* _TASK DESCRIPTION_
Go through the records and show each line where the word "other" occurs.

(Saved entries)
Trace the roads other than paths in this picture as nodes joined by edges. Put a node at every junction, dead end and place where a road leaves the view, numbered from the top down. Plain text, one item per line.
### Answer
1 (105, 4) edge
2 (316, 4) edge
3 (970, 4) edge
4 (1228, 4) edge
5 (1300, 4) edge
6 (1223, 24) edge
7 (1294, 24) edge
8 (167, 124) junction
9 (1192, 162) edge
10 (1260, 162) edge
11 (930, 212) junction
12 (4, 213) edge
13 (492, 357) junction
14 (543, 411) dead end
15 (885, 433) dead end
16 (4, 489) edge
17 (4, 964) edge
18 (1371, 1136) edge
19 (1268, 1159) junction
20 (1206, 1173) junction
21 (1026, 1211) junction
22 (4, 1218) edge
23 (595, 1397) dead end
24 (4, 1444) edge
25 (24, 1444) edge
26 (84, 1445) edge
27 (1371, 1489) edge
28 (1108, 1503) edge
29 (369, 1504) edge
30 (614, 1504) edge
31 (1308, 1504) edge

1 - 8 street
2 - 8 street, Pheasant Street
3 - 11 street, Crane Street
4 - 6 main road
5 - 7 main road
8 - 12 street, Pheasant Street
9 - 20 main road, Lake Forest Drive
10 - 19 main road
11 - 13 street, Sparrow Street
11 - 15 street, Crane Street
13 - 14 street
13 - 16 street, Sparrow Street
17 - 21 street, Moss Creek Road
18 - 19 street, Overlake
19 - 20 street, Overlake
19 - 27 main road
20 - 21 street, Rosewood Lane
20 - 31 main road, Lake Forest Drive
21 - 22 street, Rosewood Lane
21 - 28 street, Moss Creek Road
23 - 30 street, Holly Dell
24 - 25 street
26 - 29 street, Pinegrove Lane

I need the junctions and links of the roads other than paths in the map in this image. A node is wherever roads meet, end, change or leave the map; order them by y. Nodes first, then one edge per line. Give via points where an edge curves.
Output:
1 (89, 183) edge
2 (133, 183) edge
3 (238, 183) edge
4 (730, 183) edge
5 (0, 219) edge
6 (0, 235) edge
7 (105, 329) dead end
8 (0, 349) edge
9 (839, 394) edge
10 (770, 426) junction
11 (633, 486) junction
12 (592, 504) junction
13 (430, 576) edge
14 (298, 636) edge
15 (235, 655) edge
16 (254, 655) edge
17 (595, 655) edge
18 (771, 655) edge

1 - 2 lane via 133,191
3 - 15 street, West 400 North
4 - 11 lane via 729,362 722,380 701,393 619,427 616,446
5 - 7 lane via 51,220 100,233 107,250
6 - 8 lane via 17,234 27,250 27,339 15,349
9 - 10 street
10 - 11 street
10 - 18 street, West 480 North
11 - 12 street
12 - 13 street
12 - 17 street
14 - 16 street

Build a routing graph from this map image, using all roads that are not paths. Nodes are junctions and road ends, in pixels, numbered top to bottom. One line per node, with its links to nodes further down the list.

* _RESULT_
Trace the roads other than paths in this picture as nodes joined by edges. Put a node at every junction, dead end and place where a road leaves the view, numbered from the top down. Plain text, one item per line.
I need the junctions and links of the roads other than paths in the map in this image. A node is wherever roads meet, end, change or leave the map; order them by y. Nodes first, then one edge per line. Give via points where an edge curves.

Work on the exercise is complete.